(Dataset records)
Segment Open
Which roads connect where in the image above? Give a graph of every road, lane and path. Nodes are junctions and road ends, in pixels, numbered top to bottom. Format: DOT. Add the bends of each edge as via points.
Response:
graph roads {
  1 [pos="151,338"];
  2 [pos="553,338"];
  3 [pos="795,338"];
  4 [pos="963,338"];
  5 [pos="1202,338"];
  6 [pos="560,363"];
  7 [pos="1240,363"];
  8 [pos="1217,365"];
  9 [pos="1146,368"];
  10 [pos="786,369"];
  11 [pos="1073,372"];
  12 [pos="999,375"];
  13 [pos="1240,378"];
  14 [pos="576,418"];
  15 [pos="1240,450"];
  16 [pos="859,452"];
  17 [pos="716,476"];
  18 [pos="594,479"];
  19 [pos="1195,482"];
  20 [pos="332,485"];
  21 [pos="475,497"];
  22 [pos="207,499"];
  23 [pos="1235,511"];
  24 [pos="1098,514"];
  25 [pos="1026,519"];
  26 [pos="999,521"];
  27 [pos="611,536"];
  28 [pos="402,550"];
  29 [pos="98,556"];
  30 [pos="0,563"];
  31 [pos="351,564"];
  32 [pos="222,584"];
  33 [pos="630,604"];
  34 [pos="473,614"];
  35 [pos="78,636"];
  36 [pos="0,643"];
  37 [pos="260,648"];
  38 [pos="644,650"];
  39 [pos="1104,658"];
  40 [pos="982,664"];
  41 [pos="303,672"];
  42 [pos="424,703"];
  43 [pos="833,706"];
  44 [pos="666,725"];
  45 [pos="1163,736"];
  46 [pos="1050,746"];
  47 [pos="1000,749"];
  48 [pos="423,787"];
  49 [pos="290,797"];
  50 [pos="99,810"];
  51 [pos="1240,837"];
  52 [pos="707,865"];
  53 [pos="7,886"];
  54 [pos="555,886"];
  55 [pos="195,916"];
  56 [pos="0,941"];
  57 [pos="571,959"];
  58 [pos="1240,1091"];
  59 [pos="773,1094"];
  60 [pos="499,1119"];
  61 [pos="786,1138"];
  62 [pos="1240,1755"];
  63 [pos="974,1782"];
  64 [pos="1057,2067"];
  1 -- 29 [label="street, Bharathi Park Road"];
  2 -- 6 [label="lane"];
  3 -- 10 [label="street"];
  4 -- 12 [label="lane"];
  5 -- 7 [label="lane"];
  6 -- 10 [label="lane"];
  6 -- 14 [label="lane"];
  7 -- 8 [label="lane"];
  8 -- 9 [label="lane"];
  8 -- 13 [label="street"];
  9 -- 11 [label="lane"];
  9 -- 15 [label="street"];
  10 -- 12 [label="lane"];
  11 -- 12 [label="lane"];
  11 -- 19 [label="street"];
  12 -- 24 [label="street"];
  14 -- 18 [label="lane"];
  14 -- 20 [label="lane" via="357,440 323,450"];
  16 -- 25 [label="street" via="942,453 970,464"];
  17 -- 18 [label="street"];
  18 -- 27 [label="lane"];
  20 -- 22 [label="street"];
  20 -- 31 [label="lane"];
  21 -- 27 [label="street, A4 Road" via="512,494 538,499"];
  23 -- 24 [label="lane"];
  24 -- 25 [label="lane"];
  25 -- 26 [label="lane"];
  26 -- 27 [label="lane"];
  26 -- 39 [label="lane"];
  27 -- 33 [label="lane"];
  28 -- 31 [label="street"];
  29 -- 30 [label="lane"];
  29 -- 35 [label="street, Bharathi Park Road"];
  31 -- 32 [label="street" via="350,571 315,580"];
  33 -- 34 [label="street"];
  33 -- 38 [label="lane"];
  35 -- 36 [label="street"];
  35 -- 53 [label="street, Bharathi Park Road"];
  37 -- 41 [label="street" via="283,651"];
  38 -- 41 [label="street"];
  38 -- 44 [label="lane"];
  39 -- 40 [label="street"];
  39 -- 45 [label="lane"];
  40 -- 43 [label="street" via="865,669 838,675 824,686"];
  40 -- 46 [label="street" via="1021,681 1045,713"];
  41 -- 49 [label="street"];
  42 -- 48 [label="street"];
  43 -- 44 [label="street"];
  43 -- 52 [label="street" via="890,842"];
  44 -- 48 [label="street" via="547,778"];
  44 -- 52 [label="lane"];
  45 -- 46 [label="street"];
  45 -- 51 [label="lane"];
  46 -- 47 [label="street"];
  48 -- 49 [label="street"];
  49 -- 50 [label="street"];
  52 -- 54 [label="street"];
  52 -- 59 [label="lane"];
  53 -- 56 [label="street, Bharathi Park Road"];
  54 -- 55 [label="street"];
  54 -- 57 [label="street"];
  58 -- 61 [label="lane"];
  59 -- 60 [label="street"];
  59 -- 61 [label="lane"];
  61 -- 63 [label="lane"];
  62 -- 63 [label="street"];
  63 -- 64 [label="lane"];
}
Segment Closed
* **Instructions to follow**
Scan the records for lines that hold "roads", and reproduce each one you find.

* **Written answer**
Which roads connect where in the image above? Give a graph of every road, lane and path. Nodes are junctions and road ends, in pixels, numbered top to bottom. Format: DOT. Add the bends of each edge as via points.
graph roads {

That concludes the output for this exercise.